#### [Assigned task]
Produce a verbatim transcription of the records below, beginning at the line containing "Turn the roads" and ending at the final line; include only those lines.

Top of Record extracts

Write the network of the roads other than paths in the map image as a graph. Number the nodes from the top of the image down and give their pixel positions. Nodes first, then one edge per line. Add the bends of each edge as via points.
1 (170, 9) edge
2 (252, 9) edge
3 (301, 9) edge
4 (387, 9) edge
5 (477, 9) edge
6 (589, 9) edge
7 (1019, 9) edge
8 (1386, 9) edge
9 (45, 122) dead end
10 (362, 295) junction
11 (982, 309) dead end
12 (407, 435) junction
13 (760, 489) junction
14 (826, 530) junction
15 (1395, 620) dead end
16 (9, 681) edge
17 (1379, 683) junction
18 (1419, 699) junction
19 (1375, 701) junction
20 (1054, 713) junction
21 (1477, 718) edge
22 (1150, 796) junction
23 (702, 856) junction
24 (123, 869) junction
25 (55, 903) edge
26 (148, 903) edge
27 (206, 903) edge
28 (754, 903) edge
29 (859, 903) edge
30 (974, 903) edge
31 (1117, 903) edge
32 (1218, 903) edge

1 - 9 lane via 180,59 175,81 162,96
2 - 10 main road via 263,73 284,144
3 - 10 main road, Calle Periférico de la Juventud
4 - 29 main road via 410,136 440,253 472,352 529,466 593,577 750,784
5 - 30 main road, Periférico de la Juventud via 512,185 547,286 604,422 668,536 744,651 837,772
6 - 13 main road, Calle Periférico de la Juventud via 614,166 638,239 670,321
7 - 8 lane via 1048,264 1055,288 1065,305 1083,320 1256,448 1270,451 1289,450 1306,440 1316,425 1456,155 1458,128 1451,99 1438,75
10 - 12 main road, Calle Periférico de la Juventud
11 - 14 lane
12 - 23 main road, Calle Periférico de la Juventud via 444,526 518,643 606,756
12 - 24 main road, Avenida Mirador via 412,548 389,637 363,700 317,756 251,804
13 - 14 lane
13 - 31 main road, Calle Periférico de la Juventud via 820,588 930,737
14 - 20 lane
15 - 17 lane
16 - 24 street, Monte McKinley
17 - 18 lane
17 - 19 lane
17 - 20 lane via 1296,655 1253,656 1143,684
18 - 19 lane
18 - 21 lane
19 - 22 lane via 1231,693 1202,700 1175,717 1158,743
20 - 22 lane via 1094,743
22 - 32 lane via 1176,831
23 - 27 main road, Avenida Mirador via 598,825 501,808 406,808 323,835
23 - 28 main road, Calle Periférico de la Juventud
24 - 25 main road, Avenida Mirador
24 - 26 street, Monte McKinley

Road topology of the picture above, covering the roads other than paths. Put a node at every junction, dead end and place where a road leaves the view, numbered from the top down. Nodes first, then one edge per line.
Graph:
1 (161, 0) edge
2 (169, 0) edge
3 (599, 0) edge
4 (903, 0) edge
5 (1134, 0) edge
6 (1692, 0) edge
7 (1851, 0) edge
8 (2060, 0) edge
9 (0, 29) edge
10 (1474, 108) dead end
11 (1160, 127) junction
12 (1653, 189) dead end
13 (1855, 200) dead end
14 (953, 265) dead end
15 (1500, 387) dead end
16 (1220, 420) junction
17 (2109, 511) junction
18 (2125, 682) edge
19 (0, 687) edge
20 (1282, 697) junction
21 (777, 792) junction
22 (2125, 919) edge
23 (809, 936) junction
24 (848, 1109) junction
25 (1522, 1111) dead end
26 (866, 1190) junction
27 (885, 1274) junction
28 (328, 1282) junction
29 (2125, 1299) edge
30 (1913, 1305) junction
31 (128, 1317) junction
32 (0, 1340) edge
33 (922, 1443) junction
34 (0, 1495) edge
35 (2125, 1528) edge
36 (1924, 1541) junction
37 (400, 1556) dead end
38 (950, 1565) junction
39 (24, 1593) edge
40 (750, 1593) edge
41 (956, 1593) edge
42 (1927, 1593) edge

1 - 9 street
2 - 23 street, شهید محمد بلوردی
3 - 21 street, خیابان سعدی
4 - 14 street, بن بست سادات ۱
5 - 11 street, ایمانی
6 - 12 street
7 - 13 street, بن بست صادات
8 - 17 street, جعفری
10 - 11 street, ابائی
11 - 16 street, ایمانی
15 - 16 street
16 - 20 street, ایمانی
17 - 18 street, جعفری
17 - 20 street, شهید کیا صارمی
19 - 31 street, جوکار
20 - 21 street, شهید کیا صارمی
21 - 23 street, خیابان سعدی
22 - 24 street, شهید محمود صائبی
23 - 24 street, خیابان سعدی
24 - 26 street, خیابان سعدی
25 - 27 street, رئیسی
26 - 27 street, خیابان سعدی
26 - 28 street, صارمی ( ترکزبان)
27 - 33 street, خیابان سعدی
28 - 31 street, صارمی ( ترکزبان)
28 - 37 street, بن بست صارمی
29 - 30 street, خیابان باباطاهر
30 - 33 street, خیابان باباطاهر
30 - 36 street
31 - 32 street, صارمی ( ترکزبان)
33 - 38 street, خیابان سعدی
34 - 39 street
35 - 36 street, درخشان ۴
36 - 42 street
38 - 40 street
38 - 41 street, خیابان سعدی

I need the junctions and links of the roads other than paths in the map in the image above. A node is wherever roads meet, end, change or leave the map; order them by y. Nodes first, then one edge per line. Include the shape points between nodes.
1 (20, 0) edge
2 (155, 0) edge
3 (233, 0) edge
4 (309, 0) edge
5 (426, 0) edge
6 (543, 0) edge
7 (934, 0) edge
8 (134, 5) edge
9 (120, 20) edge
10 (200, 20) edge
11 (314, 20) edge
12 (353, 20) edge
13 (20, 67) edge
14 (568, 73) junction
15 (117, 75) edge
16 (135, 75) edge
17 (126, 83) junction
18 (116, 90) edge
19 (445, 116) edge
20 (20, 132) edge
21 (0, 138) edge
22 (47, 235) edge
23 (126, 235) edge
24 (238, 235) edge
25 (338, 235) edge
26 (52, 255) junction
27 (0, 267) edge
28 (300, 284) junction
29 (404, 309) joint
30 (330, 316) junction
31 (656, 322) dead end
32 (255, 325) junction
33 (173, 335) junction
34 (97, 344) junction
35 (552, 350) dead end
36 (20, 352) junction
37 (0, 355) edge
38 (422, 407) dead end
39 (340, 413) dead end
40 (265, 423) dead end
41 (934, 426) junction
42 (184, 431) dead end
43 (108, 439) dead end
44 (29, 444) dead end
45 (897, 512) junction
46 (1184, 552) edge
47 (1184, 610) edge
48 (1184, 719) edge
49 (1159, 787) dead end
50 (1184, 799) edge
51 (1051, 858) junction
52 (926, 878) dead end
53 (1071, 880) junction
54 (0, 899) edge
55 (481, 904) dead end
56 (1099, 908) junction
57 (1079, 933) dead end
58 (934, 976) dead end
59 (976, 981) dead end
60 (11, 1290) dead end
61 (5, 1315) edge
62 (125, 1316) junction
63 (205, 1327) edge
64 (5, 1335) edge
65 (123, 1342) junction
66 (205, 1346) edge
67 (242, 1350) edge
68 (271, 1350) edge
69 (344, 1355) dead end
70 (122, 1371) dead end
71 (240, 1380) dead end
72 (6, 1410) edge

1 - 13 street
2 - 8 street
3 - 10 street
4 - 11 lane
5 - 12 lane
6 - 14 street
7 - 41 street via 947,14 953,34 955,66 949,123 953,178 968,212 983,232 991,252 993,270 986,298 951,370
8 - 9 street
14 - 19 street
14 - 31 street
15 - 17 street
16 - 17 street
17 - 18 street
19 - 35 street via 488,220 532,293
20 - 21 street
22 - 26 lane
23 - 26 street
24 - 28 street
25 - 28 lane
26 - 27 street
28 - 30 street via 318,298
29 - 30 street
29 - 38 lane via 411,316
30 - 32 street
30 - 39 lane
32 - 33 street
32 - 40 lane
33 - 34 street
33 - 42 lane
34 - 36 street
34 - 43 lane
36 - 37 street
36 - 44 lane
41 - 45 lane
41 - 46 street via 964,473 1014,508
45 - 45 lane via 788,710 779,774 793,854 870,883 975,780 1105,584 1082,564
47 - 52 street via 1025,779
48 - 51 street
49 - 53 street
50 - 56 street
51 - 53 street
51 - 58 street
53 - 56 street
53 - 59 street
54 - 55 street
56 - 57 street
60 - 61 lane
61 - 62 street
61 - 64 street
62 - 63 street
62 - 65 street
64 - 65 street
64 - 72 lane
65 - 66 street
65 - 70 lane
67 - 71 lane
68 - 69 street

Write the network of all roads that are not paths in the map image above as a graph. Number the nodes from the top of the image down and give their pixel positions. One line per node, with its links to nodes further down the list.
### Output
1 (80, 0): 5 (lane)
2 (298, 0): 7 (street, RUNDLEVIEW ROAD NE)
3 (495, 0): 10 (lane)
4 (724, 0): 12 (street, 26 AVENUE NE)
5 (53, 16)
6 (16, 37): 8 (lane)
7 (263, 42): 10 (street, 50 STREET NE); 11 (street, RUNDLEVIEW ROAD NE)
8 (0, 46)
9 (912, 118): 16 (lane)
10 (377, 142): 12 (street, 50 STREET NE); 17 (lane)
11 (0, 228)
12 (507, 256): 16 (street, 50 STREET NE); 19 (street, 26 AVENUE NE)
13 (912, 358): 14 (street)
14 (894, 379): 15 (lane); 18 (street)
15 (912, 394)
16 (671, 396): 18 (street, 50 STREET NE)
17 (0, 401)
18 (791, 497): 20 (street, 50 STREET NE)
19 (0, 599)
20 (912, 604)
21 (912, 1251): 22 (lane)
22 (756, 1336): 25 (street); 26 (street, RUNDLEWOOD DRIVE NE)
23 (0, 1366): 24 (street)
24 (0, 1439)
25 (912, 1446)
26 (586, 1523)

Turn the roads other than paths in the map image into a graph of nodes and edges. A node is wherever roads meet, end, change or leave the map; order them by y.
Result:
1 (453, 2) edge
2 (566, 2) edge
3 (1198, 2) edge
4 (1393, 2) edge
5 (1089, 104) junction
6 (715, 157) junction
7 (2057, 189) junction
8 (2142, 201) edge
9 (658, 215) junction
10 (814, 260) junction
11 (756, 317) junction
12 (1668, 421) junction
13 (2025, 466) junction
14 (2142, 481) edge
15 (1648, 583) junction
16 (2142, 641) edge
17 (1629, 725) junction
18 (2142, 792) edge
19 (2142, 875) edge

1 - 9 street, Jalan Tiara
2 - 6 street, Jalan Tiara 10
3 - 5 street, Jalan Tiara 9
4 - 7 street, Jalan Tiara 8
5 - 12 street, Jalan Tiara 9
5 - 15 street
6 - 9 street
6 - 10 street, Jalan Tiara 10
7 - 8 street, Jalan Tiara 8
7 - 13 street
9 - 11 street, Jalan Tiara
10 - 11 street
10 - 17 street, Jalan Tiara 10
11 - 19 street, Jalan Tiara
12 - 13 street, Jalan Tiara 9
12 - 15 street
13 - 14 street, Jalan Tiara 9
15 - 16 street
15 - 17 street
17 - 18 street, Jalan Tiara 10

Bottom of Record extracts

#### [Worked solution]
Turn the roads other than paths in the map image into a graph of nodes and edges. A node is wherever roads meet, end, change or leave the map; order them by y.
Result:
1 (453, 2) edge
2 (566, 2) edge
3 (1198, 2) edge
4 (1393, 2) edge
5 (1089, 104) junction
6 (715, 157) junction
7 (2057, 189) junction
8 (2142, 201) edge
9 (658, 215) junction
10 (814, 260) junction
11 (756, 317) junction
12 (1668, 421) junction
13 (2025, 466) junction
14 (2142, 481) edge
15 (1648, 583) junction
16 (2142, 641) edge
17 (1629, 725) junction
18 (2142, 792) edge
19 (2142, 875) edge

1 - 9 street, Jalan Tiara
2 - 6 street, Jalan Tiara 10
3 - 5 street, Jalan Tiara 9
4 - 7 street, Jalan Tiara 8
5 - 12 street, Jalan Tiara 9
5 - 15 street
6 - 9 street
6 - 10 street, Jalan Tiara 10
7 - 8 street, Jalan Tiara 8
7 - 13 street
9 - 11 street, Jalan Tiara
10 - 11 street
10 - 17 street, Jalan Tiara 10
11 - 19 street, Jalan Tiara
12 - 13 street, Jalan Tiara 9
12 - 15 street
13 - 14 street, Jalan Tiara 9
15 - 16 street
15 - 17 street
17 - 18 street, Jalan Tiara 10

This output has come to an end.